El desarrollo que consume, nos consume

Las nociones dominantes de progreso y desarrollo, que condicionan  nuestras relaciones con el medio natural, se encuentran en una profunda crisis. Los informes de agencias y organismos internacionales solo nos revelan los riesgos inminentes y los umbrales que está cruzando la civilización capitalista, sin reparar en las implicaciones que esto tiene para la vida humana.

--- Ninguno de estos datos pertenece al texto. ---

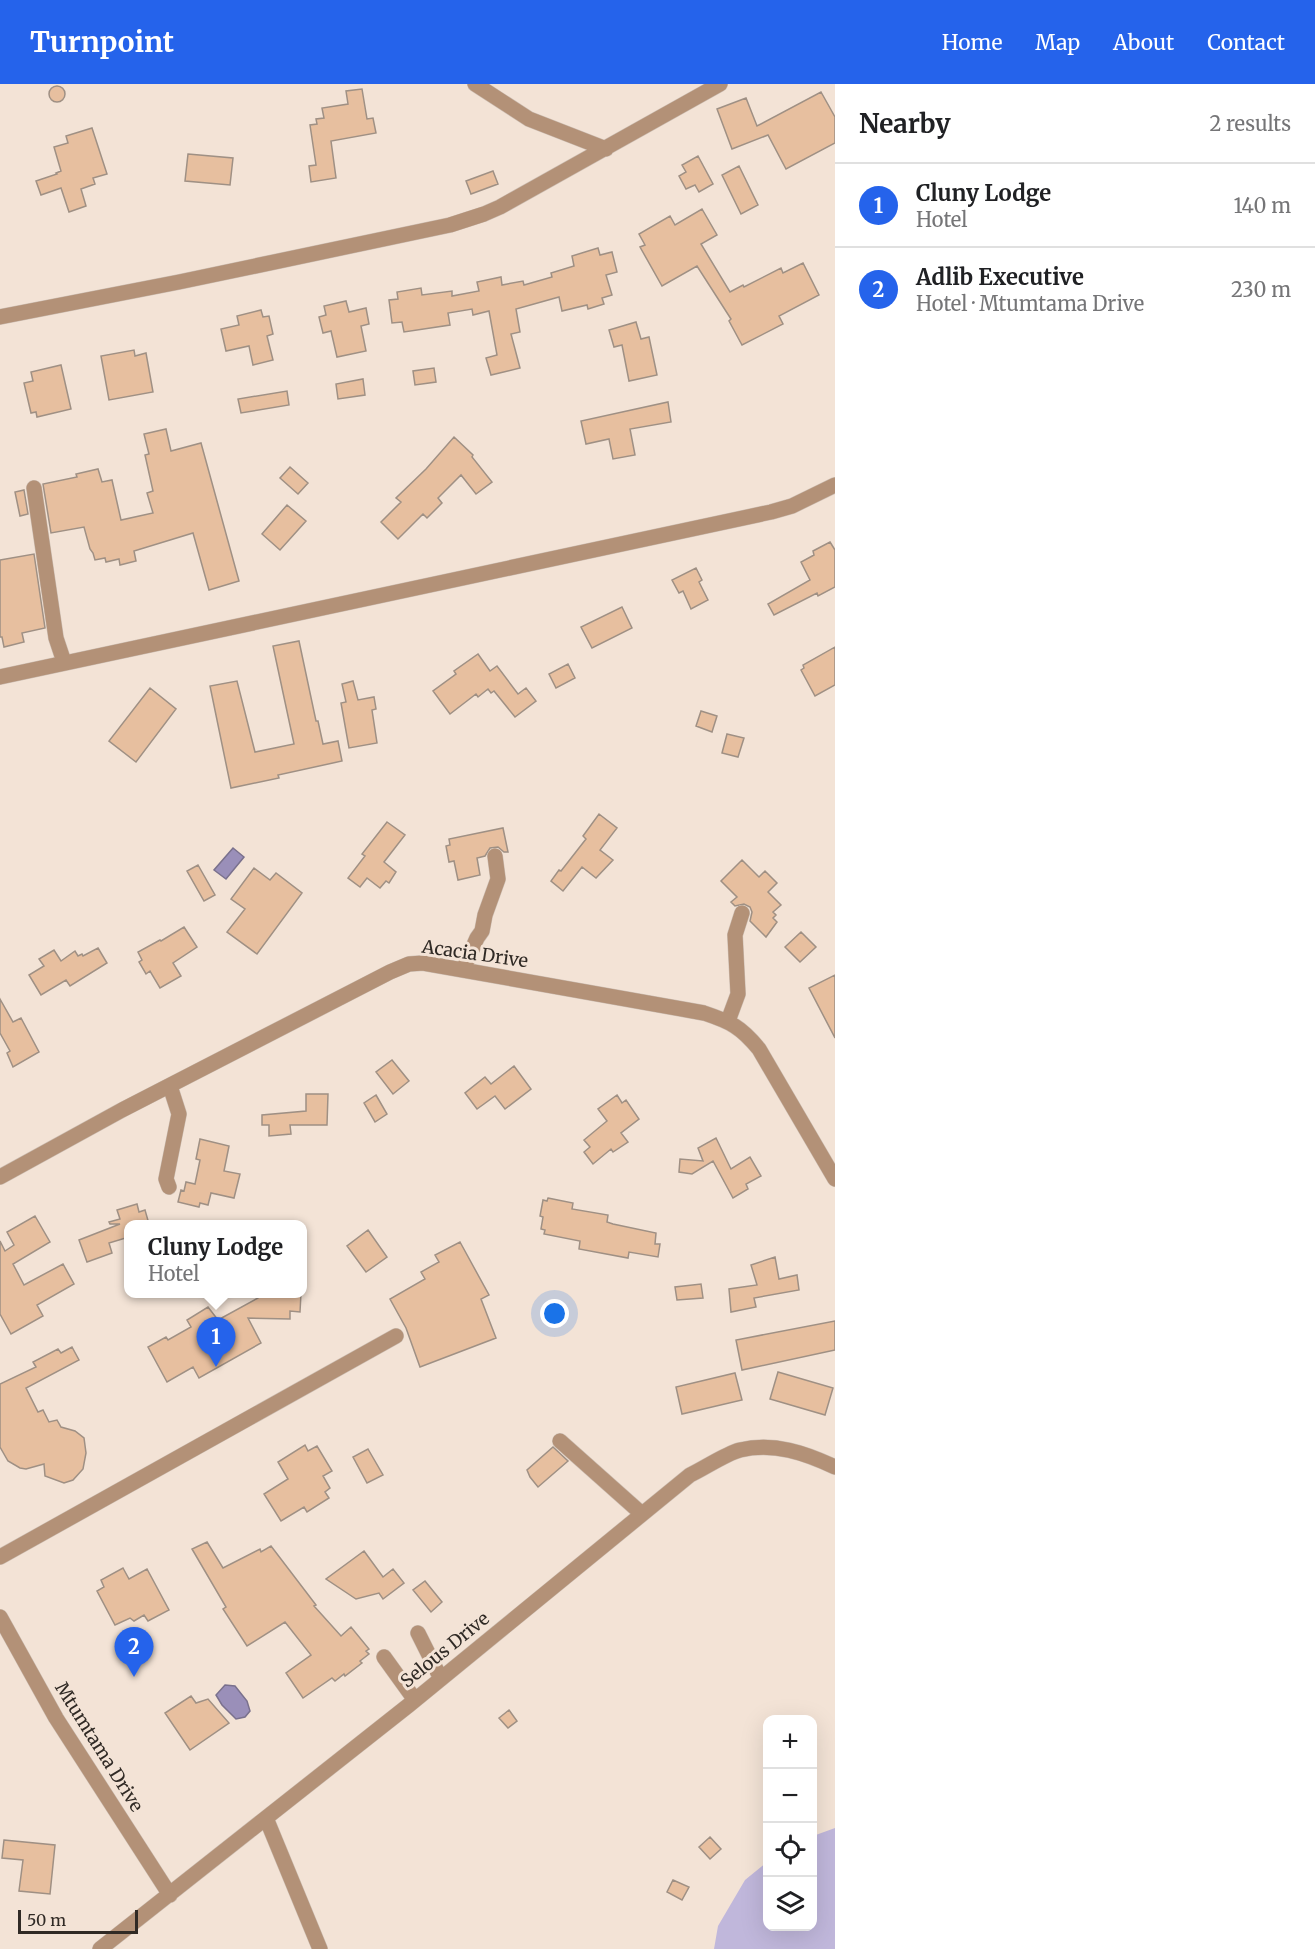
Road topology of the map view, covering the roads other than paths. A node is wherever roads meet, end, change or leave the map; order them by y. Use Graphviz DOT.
graph roads {
  1 [pos="475,84"];
  2 [pos="720,84"];
  3 [pos="606,149"];
  4 [pos="0,317"];
  5 [pos="835,484"];
  6 [pos="34,488"];
  7 [pos="64,662"];
  8 [pos="0,676"];
  9 [pos="495,856"];
  10 [pos="742,913"];
  11 [pos="463,970"];
  12 [pos="728,1021"];
  13 [pos="170,1086"];
  14 [pos="0,1177"];
  15 [pos="835,1179"];
  16 [pos="169,1188"];
  17 [pos="396,1336"];
  18 [pos="560,1442"];
  19 [pos="835,1467"];
  20 [pos="642,1514"];
  21 [pos="0,1557"];
  22 [pos="0,1617"];
  23 [pos="417,1633"];
  24 [pos="384,1658"];
  25 [pos="441,1679"];
  26 [pos="415,1700"];
  27 [pos="266,1818"];
  28 [pos="170,1895"];
  29 [pos="100,1949"];
  30 [pos="321,1949"];
  1 -- 3 [label="street"];
  2 -- 3 [label="street"];
  3 -- 4 [label="street"];
  5 -- 7 [label="street"];
  6 -- 7 [label="street"];
  7 -- 8 [label="street"];
  9 -- 11 [label="street"];
  10 -- 12 [label="street"];
  11 -- 12 [label="street, Acacia Drive"];
  11 -- 13 [label="street, Acacia Drive"];
  12 -- 15 [label="street, Acacia Drive"];
  13 -- 14 [label="street, Acacia Drive"];
  13 -- 16 [label="street"];
  17 -- 21 [label="street"];
  18 -- 20 [label="street"];
  19 -- 20 [label="street, Selous Drive"];
  20 -- 25 [label="street, Selous Drive"];
  22 -- 28 [label="street, Mtumtama Drive"];
  23 -- 25 [label="street"];
  24 -- 26 [label="street"];
  25 -- 26 [label="street, Selous Drive"];
  26 -- 27 [label="street, Selous Drive"];
  27 -- 28 [label="street, Selous Drive"];
  27 -- 30 [label="street"];
  28 -- 29 [label="street, Selous Drive"];
}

Andrés Mora Ramírez / AUNA-Costa Rica

América Latina: la región más urbanizada del mundo.
Vista de la ciudad de San Pablo, Brasil.
Un reciente informe presentado por el Programa de Naciones Unidas para los Asentamientos Humanos (ONU-Habitat) caracteriza a América Latina como la región más urbanizada del mundo y, al mismo tiempo, la más desigual. Con casi el 80% de su población (unos 468 millones de personas) viviendo en zonas urbanas, esta expansión –por sus dimensiones e intensidad en las últimas décadas- tiene consecuencias directas en la formación de barrios marginales y cinturones de miseria en la periferia de las grandes metrópolis; en el aumento de la pobreza y la desigualdad, la violencia y la inseguiridad; y evidentemente, impacta el medio ambiente por la colonización de espacios para viviendas  (incluso en zonas de riesgo) y desarrollos inmobiliarios, y la mayor demanda de medios de transporte, con su consecuente contaminación: en 2008, se calculaba que el 20% de la población adulta latinoamericana tenía un vehículo motorizado (BBC Mundo, 22/08/2012).

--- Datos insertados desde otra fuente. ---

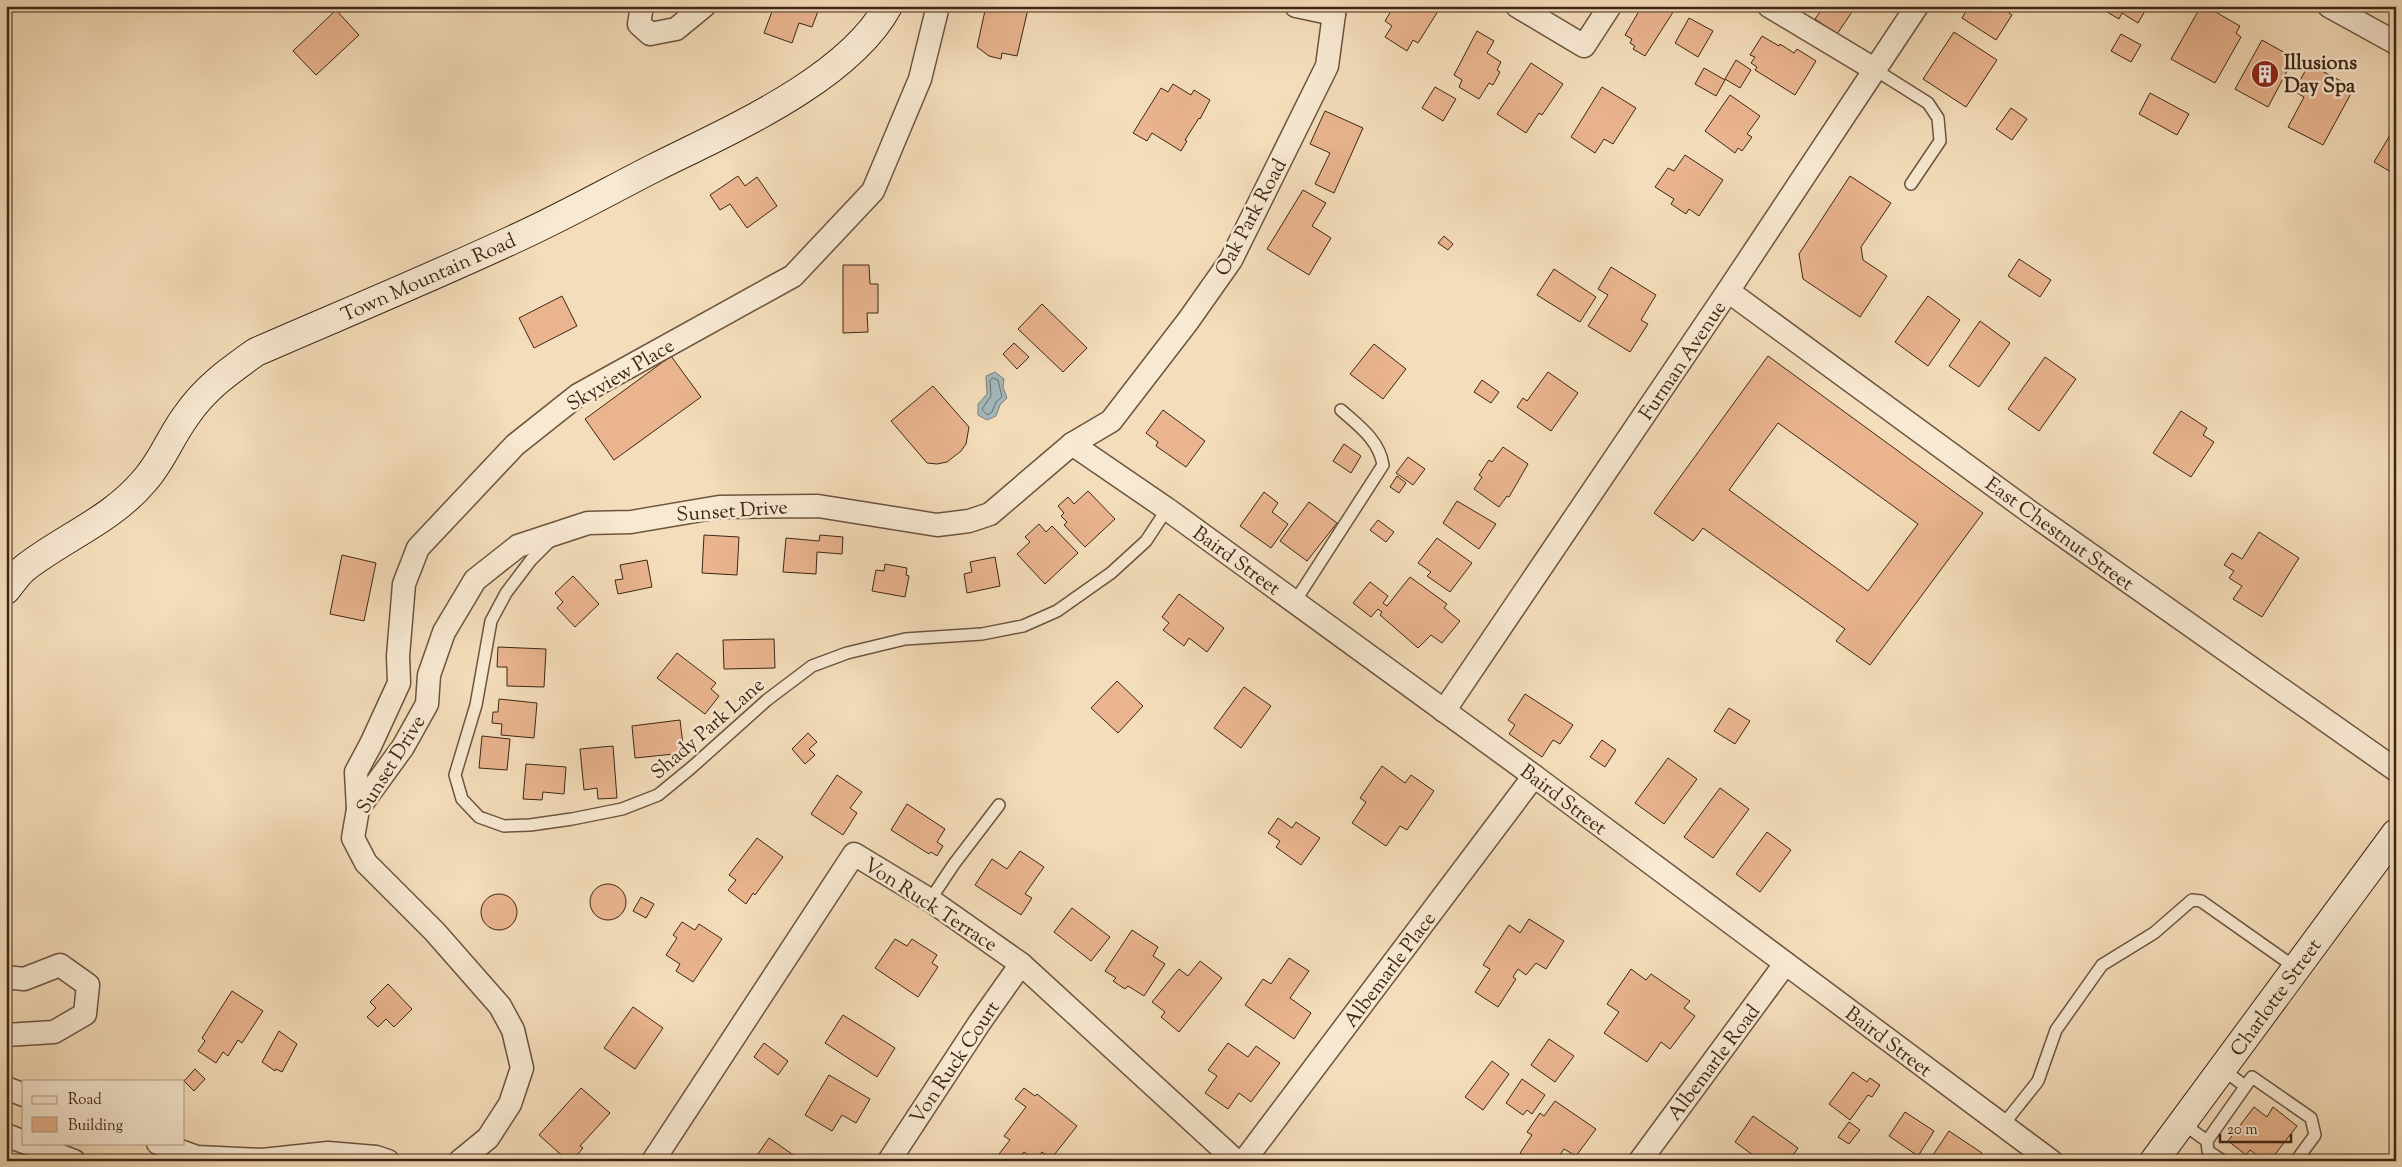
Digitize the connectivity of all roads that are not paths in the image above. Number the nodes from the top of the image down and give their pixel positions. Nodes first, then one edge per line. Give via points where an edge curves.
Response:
1 (642, 6) edge
2 (704, 6) edge
3 (888, 6) edge
4 (938, 6) edge
5 (1296, 6) edge
6 (1517, 6) edge
7 (1610, 6) edge
8 (1769, 6) edge
9 (1917, 6) edge
10 (2329, 6) edge
11 (1332, 10) edge
12 (2396, 43) edge
13 (1874, 69) junction
14 (1912, 184) dead end
15 (1728, 291) junction
16 (1341, 410) dead end
17 (1072, 444) junction
18 (1167, 509) junction
19 (558, 533) junction
20 (6, 590) edge
21 (1294, 603) junction
22 (1444, 711) junction
23 (2396, 770) edge
24 (1534, 776) junction
25 (999, 805) dead end
26 (358, 809) junction
27 (2396, 833) edge
28 (930, 900) junction
29 (1021, 964) junction
30 (1786, 964) junction
31 (2296, 968) junction
32 (6, 977) edge
33 (6, 1035) edge
34 (2222, 1070) junction
35 (2246, 1086) junction
36 (6, 1088) edge
37 (22, 1094) edge
38 (2182, 1123) junction
39 (2003, 1125) junction
40 (6, 1135) edge
41 (22, 1141) edge
42 (30, 1144) edge
43 (161, 1144) edge
44 (2207, 1146) junction
45 (2162, 1158) edge
46 (74, 1161) edge
47 (388, 1161) edge
48 (460, 1161) edge
49 (653, 1161) edge
50 (888, 1161) edge
51 (1236, 1161) edge
52 (1244, 1161) edge
53 (1640, 1161) edge
54 (2050, 1161) edge
55 (2201, 1161) edge
56 (2222, 1161) edge
57 (2296, 1161) edge

1 - 2 street via 639,24 650,34 676,29
3 - 20 main road, Town Mountain Road via 859,44 825,73 781,103 514,240 248,358 224,373 202,395 140,486 99,520 24,568
4 - 26 street, Skyview Place via 920,79 873,191 793,276 578,395 516,445 418,548 404,584 398,683 356,772
5 - 11 street
6 - 7 street via 1584,46
8 - 13 street
9 - 13 street, Furman Avenue
10 - 12 street
11 - 17 street, Oak Park Road via 1328,66 1231,260 1111,421
13 - 14 lane via 1928,103 1938,118 1940,141
13 - 15 street, Furman Avenue
15 - 22 street, Furman Avenue
15 - 23 street, East Chestnut Street via 2034,515
16 - 21 lane via 1369,435 1378,447 1383,465
17 - 18 street, Baird Street
17 - 19 street, Sunset Drive via 990,514 969,521 937,525 818,506 719,507 631,522 588,523
18 - 19 lane, Shady Park Lane via 1146,540 1111,573 1057,611 1023,626 982,634 905,639 847,653 812,666 767,700 658,795 622,809 572,819 504,826 479,817 462,799 456,775 476,705 491,621 506,593 531,560
18 - 21 street, Baird Street
19 - 26 street, Sunset Drive via 518,546 475,580 444,632 429,676 427,704 404,748
21 - 22 street, Baird Street
22 - 24 street, Baird Street
24 - 30 street, Baird Street
24 - 52 street, Albemarle Place
25 - 28 lane
26 - 48 street, Sunset Drive via 353,838 366,863 435,932 500,1006 513,1030 522,1068 510,1104 488,1138
27 - 31 main road, Charlotte Street
28 - 29 street, Von Ruck Terrace
28 - 49 street, Von Ruck Terrace via 854,854
29 - 50 street, Von Ruck Court
29 - 51 street, Von Ruck Terrace
30 - 39 street, Baird Street
30 - 53 street, Albemarle Road
31 - 34 main road, Charlotte Street
31 - 39 lane via 2201,901 2192,900 2154,933 2102,966 2056,1030 2038,1081
32 - 33 street via 24,979 60,965 88,985 85,1014 54,1032
34 - 35 lane
34 - 38 main road, Charlotte Street
35 - 44 lane
35 - 57 lane via 2252,1077 2312,1118 2315,1135
36 - 37 street
38 - 44 lane
38 - 45 main road, Charlotte Street
39 - 54 street, Baird Street
40 - 41 street
42 - 46 street
43 - 47 street via 197,1157 262,1160 328,1153
44 - 55 lane
44 - 56 lane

Este panorama descrito por ONU-Habitat guarda estrecha relación con los resultados del informe GEO-ALC 3 (2010), del Programa de Naciones Unidas para el Medio Ambiente, que advierte sobre las presiones que ejercen las modalidades de desarrollo predominantes (que en general, salvo excepciones parciales, se definen por su vocación extractivista, maquilera y de venta de servicios, en el marco de un  capitalismo periférico y tardío) sobre el medio natural y social latinoamericano.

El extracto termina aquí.